Bitcoin rose to $57,551.41 at 6.33pm UAE time on the Luxembourg-based Bitstamp exchange on Saturday. It had risen above $63,000 earlier this month, but faced a sell-off after US President Joe Biden announced plans to increase capital gains taxes. It has still increased six-fold in value over the past 12 months, with a market cap of $1.08 trillion

Regulators in many countries have expressed concerns, though, with Turkey's government introducing a ban on using cryptocurrencies for payment. India's government is also reported to be weighing up a ban and regulators in other markets have expressed concern about Bitcoin's role in money laundering and other illicit activity.

However, 3iQ and other asset managers have developed exchange-traded funds and other regulated vehicles through which asset managers can offer their clients exposure to Bitcoin.

Earlier this month the Canadian digital asset manager said it will seek a listing on Nasdaq Dubai for The Bitcoin Fund, which has a net asset value of $1.33bn.

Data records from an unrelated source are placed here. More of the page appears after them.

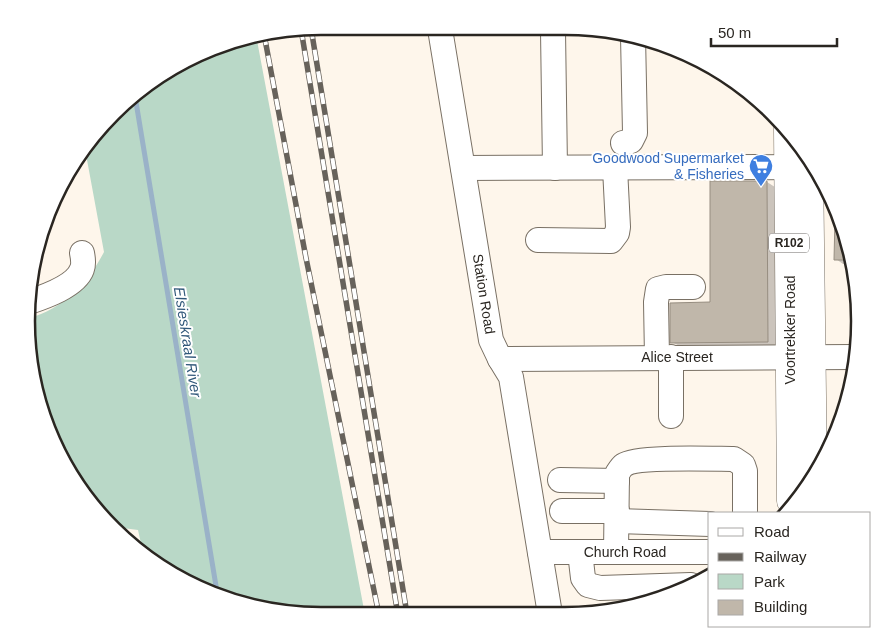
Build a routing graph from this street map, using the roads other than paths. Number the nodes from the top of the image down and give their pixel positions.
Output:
1 (441, 35) edge
2 (553, 35) edge
3 (633, 43) edge
4 (623, 143) dead end
5 (804, 166) edge
6 (463, 168) junction
7 (555, 168) junction
8 (614, 168) junction
9 (538, 240) dead end
10 (82, 253) dead end
11 (693, 287) dead end
12 (36, 299) edge
13 (664, 357) junction
14 (800, 357) junction
15 (849, 357) edge
16 (500, 359) junction
17 (671, 416) dead end
18 (812, 465) edge
19 (560, 480) dead end
20 (617, 480) junction
21 (791, 496) edge
22 (562, 511) dead end
23 (744, 512) edge
24 (617, 516) junction
25 (708, 524) edge
26 (540, 552) junction
27 (580, 552) junction
28 (616, 552) junction
29 (708, 552) edge
30 (673, 586) edge
31 (549, 607) edge

1 - 6 street, Station Road
2 - 7 street
3 - 4 street
5 - 8 street
5 - 14 main road, Voortrekker Road / R102
6 - 7 street
6 - 16 street, Station Road
7 - 8 street
8 - 9 street
10 - 12 street
11 - 13 street
13 - 14 street, Alice Street
13 - 16 street, Alice Street
13 - 17 street
14 - 15 street, Alice Street
14 - 18 main road, Voortrekker Road / R102
14 - 21 main road, Voortrekker Road / R102
16 - 26 street, Station Road
19 - 20 street
20 - 23 street
20 - 24 street
22 - 24 street
24 - 25 street
24 - 28 street
26 - 27 street, Church Road
26 - 31 street, Station Road
27 - 28 street, Church Road
27 - 30 street
28 - 29 street, Church Road

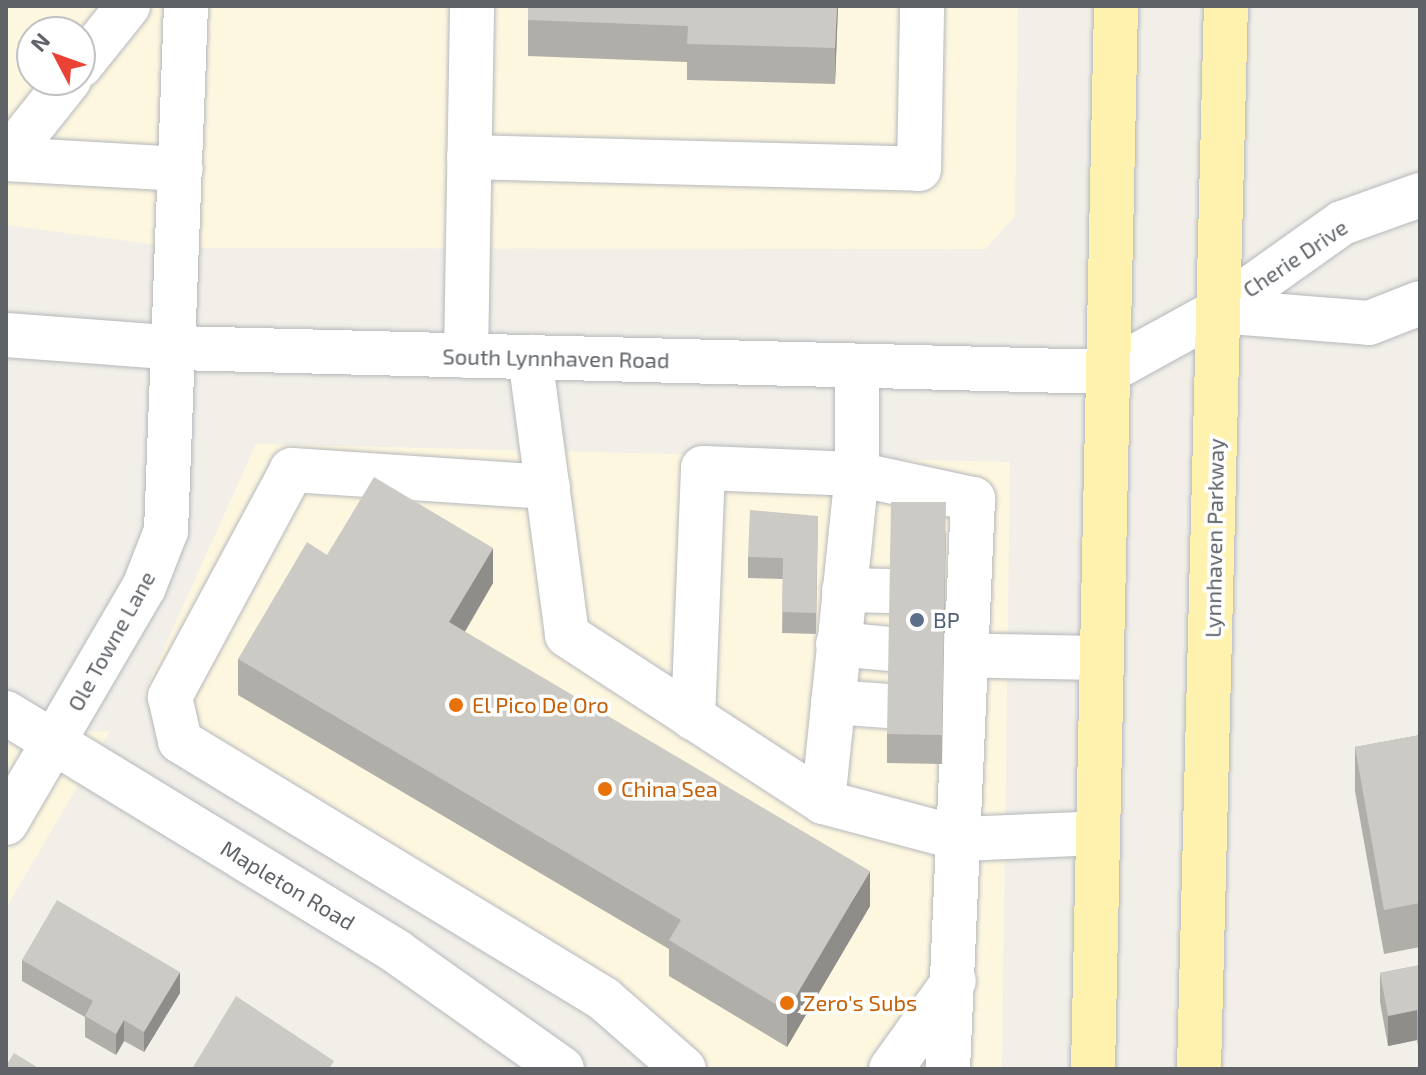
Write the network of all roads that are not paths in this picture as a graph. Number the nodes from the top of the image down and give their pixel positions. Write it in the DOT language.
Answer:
graph roads {
  1 [pos="128,6"];
  2 [pos="186,6"];
  3 [pos="472,6"];
  4 [pos="922,6"];
  5 [pos="1116,6"];
  6 [pos="1226,6"];
  7 [pos="96,46"];
  8 [pos="56,96"];
  9 [pos="469,157"];
  10 [pos="6,159"];
  11 [pos="181,169"];
  12 [pos="1420,195"];
  13 [pos="1420,303"];
  14 [pos="1218,311"];
  15 [pos="6,335"];
  16 [pos="177,348"];
  17 [pos="466,356"];
  18 [pos="530,357"];
  19 [pos="857,366"];
  20 [pos="1107,372"];
  21 [pos="857,474"];
  22 [pos="548,487"];
  23 [pos="844,590"];
  24 [pos="890,591"];
  25 [pos="838,644"];
  26 [pos="889,649"];
  27 [pos="957,655"];
  28 [pos="1101,658"];
  29 [pos="833,702"];
  30 [pos="888,706"];
  31 [pos="6,713"];
  32 [pos="693,718"];
  33 [pos="54,742"];
  34 [pos="823,802"];
  35 [pos="6,823"];
  36 [pos="1097,833"];
  37 [pos="962,839"];
  38 [pos="954,981"];
  39 [pos="562,1069"];
  40 [pos="684,1069"];
  41 [pos="891,1069"];
  42 [pos="948,1069"];
  43 [pos="1093,1069"];
  44 [pos="1199,1069"];
  1 -- 7 [label="street"];
  2 -- 11 [label="street, Ole Towne Lane"];
  3 -- 9 [label="street"];
  4 -- 9 [label="street"];
  5 -- 20 [label="main road"];
  6 -- 14 [label="main road, Lynnhaven Parkway"];
  8 -- 10 [label="street"];
  9 -- 17 [label="street"];
  10 -- 11 [label="street"];
  11 -- 16 [label="street, Ole Towne Lane"];
  12 -- 14 [label="street, Cherie Drive"];
  13 -- 14 [label="street, Cherie Drive"];
  14 -- 20 [label="street, Cherie Drive"];
  14 -- 44 [label="main road, Lynnhaven Parkway"];
  15 -- 16 [label="street, South Lynnhaven Road"];
  16 -- 17 [label="street, South Lynnhaven Road"];
  16 -- 33 [label="street, Ole Towne Lane"];
  17 -- 18 [label="street, South Lynnhaven Road"];
  18 -- 19 [label="street, South Lynnhaven Road"];
  18 -- 22 [label="street"];
  19 -- 20 [label="street, South Lynnhaven Road"];
  19 -- 21 [label="street"];
  20 -- 28 [label="main road"];
  21 -- 23 [label="street"];
  21 -- 27 [label="street"];
  21 -- 32 [label="street"];
  22 -- 32 [label="street"];
  22 -- 40 [label="street"];
  23 -- 24 [label="street"];
  23 -- 25 [label="street"];
  25 -- 26 [label="street"];
  25 -- 29 [label="street"];
  27 -- 28 [label="street"];
  27 -- 37 [label="street"];
  28 -- 36 [label="main road"];
  29 -- 30 [label="street"];
  29 -- 34 [label="street"];
  31 -- 33 [label="street, Mapleton Road"];
  32 -- 34 [label="street"];
  33 -- 35 [label="street, Ole Towne Lane"];
  33 -- 39 [label="street, Mapleton Road"];
  34 -- 37 [label="street"];
  36 -- 37 [label="street"];
  36 -- 43 [label="main road"];
  37 -- 38 [label="street"];
  38 -- 41 [label="street"];
  38 -- 42 [label="street"];
}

The company is targeting around $200m of subscriptions from investors through the Dubai listing.

"We are seeing a lot of banks trying to get access to crypto for their customers. I think a lot of their customers feel left out," Mr Winklevoss said.

"They've seen Bitcoin is the best-performing asset of the last decade, it's on track to be the best-performing asset of this decade – I think Ether is neck and neck with it. But these assets have absolutely blown away the equities market, the FAANG companies – the best of the best." FAANG is an acronym referring to the stocks of Facebook, Amazon, Apple, Netflix and Alphabet (formerly known as Google)

3iQ's chairman and chief executive Frederick Pye said that although "the world is waiting" for pension funds and other institutions to declare their Bitcoin positions, but they are unlikely to do so.

"Some of the biggest pension funds we are talking to would come back and make us absolutely swear to secrecy if we were managing a portfolio for them because they still consider there's a tail risk in terms of if something dramatic [happens]. Bitcoin has had three corrections of 90 per cent. Nobody wants to hear that their provincial pension plan, federal pension plan or company pension plan has an asset that's down 90 per cent," he said.